▸ WORK TO BE COMPLETED
Scan the records below and say how many lines include the word "bottom", giving no other text.

[Stored data]

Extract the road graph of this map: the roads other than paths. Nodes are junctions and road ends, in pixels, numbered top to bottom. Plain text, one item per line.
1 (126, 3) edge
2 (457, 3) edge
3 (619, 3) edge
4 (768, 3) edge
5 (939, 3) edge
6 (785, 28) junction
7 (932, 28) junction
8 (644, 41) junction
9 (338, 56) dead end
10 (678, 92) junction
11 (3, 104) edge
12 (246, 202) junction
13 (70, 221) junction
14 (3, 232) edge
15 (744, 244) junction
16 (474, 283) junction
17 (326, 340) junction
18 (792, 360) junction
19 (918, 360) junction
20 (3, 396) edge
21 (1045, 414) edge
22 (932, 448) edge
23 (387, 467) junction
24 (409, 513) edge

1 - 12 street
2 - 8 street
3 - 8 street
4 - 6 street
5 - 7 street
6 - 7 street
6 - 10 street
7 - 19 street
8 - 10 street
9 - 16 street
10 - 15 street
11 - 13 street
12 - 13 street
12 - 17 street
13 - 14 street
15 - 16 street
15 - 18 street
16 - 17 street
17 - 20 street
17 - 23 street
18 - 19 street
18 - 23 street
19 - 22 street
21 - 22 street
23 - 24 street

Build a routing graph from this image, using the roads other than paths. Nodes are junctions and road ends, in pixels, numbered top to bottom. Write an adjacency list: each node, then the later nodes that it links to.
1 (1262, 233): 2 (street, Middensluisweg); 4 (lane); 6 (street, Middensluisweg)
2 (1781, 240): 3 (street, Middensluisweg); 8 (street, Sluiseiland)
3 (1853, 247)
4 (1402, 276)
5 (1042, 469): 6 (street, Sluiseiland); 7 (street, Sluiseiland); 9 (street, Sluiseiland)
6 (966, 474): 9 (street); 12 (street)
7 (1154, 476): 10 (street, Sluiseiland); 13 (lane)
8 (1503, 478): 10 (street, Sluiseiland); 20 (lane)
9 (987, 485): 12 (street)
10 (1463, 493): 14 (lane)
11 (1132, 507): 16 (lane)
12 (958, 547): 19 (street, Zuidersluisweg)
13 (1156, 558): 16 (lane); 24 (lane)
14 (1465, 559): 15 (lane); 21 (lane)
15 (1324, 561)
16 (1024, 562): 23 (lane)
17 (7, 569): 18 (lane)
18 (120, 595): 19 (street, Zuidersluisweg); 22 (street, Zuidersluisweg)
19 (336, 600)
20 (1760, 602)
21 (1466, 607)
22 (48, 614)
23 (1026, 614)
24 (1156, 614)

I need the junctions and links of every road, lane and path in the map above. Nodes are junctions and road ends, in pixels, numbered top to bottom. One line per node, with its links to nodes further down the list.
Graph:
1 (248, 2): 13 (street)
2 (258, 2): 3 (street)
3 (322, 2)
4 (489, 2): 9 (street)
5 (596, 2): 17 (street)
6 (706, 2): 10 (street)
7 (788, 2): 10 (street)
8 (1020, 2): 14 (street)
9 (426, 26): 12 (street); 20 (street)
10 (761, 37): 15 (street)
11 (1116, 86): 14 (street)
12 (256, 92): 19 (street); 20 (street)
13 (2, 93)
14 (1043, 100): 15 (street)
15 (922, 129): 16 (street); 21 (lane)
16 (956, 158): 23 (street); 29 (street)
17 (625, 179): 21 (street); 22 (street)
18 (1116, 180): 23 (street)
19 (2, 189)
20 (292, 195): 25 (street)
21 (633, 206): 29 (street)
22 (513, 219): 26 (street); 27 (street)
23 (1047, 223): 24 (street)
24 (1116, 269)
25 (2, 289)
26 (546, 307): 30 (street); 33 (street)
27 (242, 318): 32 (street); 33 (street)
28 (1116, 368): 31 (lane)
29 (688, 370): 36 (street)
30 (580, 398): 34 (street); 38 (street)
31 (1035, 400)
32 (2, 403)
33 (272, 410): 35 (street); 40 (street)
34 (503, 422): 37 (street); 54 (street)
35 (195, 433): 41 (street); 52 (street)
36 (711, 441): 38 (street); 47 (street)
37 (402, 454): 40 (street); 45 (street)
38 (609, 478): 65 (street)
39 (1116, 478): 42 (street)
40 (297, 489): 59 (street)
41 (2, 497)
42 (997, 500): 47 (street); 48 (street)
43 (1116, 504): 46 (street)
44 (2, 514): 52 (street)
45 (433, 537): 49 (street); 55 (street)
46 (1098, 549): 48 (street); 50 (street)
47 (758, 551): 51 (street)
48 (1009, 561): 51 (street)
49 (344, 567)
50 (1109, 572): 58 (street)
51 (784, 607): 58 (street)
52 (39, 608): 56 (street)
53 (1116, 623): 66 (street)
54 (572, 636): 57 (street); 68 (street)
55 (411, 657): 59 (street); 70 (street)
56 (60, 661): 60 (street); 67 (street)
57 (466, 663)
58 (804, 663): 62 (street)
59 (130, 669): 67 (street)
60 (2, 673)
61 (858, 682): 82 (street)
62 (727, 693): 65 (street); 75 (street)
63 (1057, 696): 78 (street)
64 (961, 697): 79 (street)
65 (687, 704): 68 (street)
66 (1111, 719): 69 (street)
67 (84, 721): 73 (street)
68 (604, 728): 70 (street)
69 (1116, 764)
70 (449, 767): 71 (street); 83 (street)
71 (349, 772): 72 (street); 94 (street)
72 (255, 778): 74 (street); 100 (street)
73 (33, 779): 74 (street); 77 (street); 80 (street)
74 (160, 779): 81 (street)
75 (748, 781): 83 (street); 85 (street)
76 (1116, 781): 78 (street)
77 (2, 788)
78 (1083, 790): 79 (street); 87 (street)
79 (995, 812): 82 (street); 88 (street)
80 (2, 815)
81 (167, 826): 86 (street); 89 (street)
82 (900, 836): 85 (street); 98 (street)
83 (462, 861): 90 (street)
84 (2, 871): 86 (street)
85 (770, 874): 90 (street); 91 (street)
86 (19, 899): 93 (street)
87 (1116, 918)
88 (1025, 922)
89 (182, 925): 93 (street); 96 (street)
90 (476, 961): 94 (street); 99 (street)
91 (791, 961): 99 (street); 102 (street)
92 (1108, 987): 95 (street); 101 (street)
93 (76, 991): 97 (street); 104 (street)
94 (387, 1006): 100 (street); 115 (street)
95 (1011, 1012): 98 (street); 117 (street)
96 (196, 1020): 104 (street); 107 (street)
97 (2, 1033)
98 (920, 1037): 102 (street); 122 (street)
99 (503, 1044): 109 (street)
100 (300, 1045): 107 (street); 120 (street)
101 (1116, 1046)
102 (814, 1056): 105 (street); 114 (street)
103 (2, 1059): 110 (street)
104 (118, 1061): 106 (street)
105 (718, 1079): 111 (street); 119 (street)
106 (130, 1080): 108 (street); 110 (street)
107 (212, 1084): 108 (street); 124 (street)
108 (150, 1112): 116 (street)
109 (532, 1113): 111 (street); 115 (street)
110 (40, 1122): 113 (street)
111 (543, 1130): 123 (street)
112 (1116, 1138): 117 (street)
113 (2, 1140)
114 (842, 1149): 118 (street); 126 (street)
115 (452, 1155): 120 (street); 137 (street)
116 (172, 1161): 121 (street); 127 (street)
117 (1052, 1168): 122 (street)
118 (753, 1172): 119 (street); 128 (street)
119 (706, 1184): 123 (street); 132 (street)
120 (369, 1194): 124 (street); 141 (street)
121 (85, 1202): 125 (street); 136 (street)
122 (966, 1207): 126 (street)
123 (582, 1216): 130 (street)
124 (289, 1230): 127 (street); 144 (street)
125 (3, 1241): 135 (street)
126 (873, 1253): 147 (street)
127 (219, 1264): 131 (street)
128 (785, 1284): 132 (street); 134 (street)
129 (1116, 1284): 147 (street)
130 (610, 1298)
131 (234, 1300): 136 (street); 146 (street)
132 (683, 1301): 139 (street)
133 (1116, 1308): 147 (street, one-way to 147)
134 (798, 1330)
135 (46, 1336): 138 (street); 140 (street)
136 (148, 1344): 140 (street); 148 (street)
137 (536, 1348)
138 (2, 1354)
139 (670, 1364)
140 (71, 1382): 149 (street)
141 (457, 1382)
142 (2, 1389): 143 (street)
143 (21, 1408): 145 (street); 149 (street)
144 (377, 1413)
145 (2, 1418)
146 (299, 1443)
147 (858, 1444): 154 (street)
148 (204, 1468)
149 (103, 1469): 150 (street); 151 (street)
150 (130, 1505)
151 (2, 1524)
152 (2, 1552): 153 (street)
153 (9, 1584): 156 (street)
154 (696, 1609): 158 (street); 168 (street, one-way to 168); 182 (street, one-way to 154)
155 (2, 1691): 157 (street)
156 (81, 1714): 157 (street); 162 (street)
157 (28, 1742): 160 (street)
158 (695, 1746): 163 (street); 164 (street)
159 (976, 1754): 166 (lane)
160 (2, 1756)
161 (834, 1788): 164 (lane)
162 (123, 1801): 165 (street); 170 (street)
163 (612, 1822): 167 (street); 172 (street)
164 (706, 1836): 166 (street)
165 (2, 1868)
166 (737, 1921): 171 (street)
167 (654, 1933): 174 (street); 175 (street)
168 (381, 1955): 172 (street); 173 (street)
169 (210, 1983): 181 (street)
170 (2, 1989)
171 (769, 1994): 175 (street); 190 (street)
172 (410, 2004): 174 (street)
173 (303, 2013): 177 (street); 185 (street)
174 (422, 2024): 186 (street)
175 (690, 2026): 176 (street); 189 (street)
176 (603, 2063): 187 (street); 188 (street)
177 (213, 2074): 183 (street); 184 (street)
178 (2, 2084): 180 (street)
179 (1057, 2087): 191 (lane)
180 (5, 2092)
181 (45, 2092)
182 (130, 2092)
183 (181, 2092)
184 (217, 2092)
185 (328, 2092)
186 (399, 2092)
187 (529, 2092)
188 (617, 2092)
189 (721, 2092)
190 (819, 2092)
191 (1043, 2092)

▸ ANSWER BELOW
3